Each entry must appear in the answer exactly as given.

====== Record excerpts

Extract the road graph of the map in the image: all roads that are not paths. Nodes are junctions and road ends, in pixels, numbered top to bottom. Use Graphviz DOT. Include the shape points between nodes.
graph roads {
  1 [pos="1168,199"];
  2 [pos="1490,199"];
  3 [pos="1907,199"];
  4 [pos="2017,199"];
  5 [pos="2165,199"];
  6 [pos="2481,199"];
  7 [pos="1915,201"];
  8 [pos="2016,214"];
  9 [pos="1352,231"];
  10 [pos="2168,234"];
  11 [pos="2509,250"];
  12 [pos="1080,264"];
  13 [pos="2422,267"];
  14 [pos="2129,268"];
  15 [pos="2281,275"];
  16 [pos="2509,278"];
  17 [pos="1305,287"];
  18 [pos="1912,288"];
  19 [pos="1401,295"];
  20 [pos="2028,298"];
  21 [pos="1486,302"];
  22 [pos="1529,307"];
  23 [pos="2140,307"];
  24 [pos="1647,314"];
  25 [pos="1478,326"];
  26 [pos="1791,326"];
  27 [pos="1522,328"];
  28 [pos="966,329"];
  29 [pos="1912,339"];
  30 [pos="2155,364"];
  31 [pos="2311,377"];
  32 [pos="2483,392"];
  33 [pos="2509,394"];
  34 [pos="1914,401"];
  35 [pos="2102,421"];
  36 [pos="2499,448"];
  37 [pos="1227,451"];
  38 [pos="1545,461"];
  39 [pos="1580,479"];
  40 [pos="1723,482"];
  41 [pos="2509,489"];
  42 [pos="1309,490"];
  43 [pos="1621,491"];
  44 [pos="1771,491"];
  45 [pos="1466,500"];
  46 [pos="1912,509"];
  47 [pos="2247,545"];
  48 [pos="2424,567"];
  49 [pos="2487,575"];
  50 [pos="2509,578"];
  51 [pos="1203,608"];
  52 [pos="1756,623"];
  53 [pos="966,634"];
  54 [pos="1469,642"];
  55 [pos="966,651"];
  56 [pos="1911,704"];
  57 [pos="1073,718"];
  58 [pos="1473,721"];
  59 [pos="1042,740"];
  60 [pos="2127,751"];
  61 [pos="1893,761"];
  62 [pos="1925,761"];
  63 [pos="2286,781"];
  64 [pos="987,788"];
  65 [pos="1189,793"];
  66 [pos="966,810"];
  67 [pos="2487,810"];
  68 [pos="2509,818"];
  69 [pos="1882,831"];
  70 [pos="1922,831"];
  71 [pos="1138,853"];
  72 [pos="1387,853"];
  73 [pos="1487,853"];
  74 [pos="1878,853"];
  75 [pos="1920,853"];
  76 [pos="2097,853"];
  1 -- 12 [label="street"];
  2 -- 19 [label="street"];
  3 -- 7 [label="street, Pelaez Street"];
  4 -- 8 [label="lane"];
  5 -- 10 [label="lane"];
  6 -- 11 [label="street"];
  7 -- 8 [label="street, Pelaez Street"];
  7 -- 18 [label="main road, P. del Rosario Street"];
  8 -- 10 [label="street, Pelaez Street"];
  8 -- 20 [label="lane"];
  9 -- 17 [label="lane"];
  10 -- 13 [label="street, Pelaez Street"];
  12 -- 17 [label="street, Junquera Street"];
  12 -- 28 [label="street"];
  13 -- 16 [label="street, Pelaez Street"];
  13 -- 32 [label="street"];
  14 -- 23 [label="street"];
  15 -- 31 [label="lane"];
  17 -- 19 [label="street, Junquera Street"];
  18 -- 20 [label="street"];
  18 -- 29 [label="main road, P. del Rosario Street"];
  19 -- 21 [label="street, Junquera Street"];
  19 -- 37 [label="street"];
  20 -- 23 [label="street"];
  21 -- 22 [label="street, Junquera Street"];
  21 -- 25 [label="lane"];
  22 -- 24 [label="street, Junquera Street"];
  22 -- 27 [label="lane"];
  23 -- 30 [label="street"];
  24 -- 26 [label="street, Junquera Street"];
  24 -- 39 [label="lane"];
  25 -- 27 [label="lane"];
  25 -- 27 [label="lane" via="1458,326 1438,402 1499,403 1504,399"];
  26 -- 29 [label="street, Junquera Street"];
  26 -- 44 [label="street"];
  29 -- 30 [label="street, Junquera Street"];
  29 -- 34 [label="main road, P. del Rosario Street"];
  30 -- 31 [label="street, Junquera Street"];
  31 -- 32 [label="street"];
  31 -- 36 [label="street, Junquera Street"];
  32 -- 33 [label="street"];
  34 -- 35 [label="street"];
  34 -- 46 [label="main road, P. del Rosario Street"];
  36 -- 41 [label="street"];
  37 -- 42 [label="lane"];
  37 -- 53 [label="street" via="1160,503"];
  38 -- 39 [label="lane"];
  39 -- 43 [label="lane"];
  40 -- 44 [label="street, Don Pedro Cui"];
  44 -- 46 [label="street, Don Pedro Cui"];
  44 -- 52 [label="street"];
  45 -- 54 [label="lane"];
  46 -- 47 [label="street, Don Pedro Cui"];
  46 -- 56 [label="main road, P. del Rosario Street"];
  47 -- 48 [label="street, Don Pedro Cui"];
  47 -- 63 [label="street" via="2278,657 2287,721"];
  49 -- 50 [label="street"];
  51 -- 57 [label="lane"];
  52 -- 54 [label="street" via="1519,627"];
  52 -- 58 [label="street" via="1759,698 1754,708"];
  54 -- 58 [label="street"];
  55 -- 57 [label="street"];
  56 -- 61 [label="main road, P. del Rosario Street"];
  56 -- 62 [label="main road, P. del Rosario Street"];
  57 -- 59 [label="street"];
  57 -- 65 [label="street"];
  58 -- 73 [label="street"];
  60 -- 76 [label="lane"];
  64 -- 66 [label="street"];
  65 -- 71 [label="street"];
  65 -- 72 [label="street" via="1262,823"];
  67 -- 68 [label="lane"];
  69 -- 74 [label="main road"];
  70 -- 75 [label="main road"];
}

============

* _Written response_
Extract the road graph of the map in the image: all roads that are not paths. Nodes are junctions and road ends, in pixels, numbered top to bottom. Use Graphviz DOT. Include the shape points between nodes.
graph roads {
  1 [pos="1168,199"];
  2 [pos="1490,199"];
  3 [pos="1907,199"];
  4 [pos="2017,199"];
  5 [pos="2165,199"];
  6 [pos="2481,199"];
  7 [pos="1915,201"];
  8 [pos="2016,214"];
  9 [pos="1352,231"];
  10 [pos="2168,234"];
  11 [pos="2509,250"];
  12 [pos="1080,264"];
  13 [pos="2422,267"];
  14 [pos="2129,268"];
  15 [pos="2281,275"];
  16 [pos="2509,278"];
  17 [pos="1305,287"];
  18 [pos="1912,288"];
  19 [pos="1401,295"];
  20 [pos="2028,298"];
  21 [pos="1486,302"];
  22 [pos="1529,307"];
  23 [pos="2140,307"];
  24 [pos="1647,314"];
  25 [pos="1478,326"];
  26 [pos="1791,326"];
  27 [pos="1522,328"];
  28 [pos="966,329"];
  29 [pos="1912,339"];
  30 [pos="2155,364"];
  31 [pos="2311,377"];
  32 [pos="2483,392"];
  33 [pos="2509,394"];
  34 [pos="1914,401"];
  35 [pos="2102,421"];
  36 [pos="2499,448"];
  37 [pos="1227,451"];
  38 [pos="1545,461"];
  39 [pos="1580,479"];
  40 [pos="1723,482"];
  41 [pos="2509,489"];
  42 [pos="1309,490"];
  43 [pos="1621,491"];
  44 [pos="1771,491"];
  45 [pos="1466,500"];
  46 [pos="1912,509"];
  47 [pos="2247,545"];
  48 [pos="2424,567"];
  49 [pos="2487,575"];
  50 [pos="2509,578"];
  51 [pos="1203,608"];
  52 [pos="1756,623"];
  53 [pos="966,634"];
  54 [pos="1469,642"];
  55 [pos="966,651"];
  56 [pos="1911,704"];
  57 [pos="1073,718"];
  58 [pos="1473,721"];
  59 [pos="1042,740"];
  60 [pos="2127,751"];
  61 [pos="1893,761"];
  62 [pos="1925,761"];
  63 [pos="2286,781"];
  64 [pos="987,788"];
  65 [pos="1189,793"];
  66 [pos="966,810"];
  67 [pos="2487,810"];
  68 [pos="2509,818"];
  69 [pos="1882,831"];
  70 [pos="1922,831"];
  71 [pos="1138,853"];
  72 [pos="1387,853"];
  73 [pos="1487,853"];
  74 [pos="1878,853"];
  75 [pos="1920,853"];
  76 [pos="2097,853"];
  1 -- 12 [label="street"];
  2 -- 19 [label="street"];
  3 -- 7 [label="street, Pelaez Street"];
  4 -- 8 [label="lane"];
  5 -- 10 [label="lane"];
  6 -- 11 [label="street"];
  7 -- 8 [label="street, Pelaez Street"];
  7 -- 18 [label="main road, P. del Rosario Street"];
  8 -- 10 [label="street, Pelaez Street"];
  8 -- 20 [label="lane"];
  9 -- 17 [label="lane"];
  10 -- 13 [label="street, Pelaez Street"];
  12 -- 17 [label="street, Junquera Street"];
  12 -- 28 [label="street"];
  13 -- 16 [label="street, Pelaez Street"];
  13 -- 32 [label="street"];
  14 -- 23 [label="street"];
  15 -- 31 [label="lane"];
  17 -- 19 [label="street, Junquera Street"];
  18 -- 20 [label="street"];
  18 -- 29 [label="main road, P. del Rosario Street"];
  19 -- 21 [label="street, Junquera Street"];
  19 -- 37 [label="street"];
  20 -- 23 [label="street"];
  21 -- 22 [label="street, Junquera Street"];
  21 -- 25 [label="lane"];
  22 -- 24 [label="street, Junquera Street"];
  22 -- 27 [label="lane"];
  23 -- 30 [label="street"];
  24 -- 26 [label="street, Junquera Street"];
  24 -- 39 [label="lane"];
  25 -- 27 [label="lane"];
  25 -- 27 [label="lane" via="1458,326 1438,402 1499,403 1504,399"];
  26 -- 29 [label="street, Junquera Street"];
  26 -- 44 [label="street"];
  29 -- 30 [label="street, Junquera Street"];
  29 -- 34 [label="main road, P. del Rosario Street"];
  30 -- 31 [label="street, Junquera Street"];
  31 -- 32 [label="street"];
  31 -- 36 [label="street, Junquera Street"];
  32 -- 33 [label="street"];
  34 -- 35 [label="street"];
  34 -- 46 [label="main road, P. del Rosario Street"];
  36 -- 41 [label="street"];
  37 -- 42 [label="lane"];
  37 -- 53 [label="street" via="1160,503"];
  38 -- 39 [label="lane"];
  39 -- 43 [label="lane"];
  40 -- 44 [label="street, Don Pedro Cui"];
  44 -- 46 [label="street, Don Pedro Cui"];
  44 -- 52 [label="street"];
  45 -- 54 [label="lane"];
  46 -- 47 [label="street, Don Pedro Cui"];
  46 -- 56 [label="main road, P. del Rosario Street"];
  47 -- 48 [label="street, Don Pedro Cui"];
  47 -- 63 [label="street" via="2278,657 2287,721"];
  49 -- 50 [label="street"];
  51 -- 57 [label="lane"];
  52 -- 54 [label="street" via="1519,627"];
  52 -- 58 [label="street" via="1759,698 1754,708"];
  54 -- 58 [label="street"];
  55 -- 57 [label="street"];
  56 -- 61 [label="main road, P. del Rosario Street"];
  56 -- 62 [label="main road, P. del Rosario Street"];
  57 -- 59 [label="street"];
  57 -- 65 [label="street"];
  58 -- 73 [label="street"];
  60 -- 76 [label="lane"];
  64 -- 66 [label="street"];
  65 -- 71 [label="street"];
  65 -- 72 [label="street" via="1262,823"];
  67 -- 68 [label="lane"];
  69 -- 74 [label="main road"];
  70 -- 75 [label="main road"];
}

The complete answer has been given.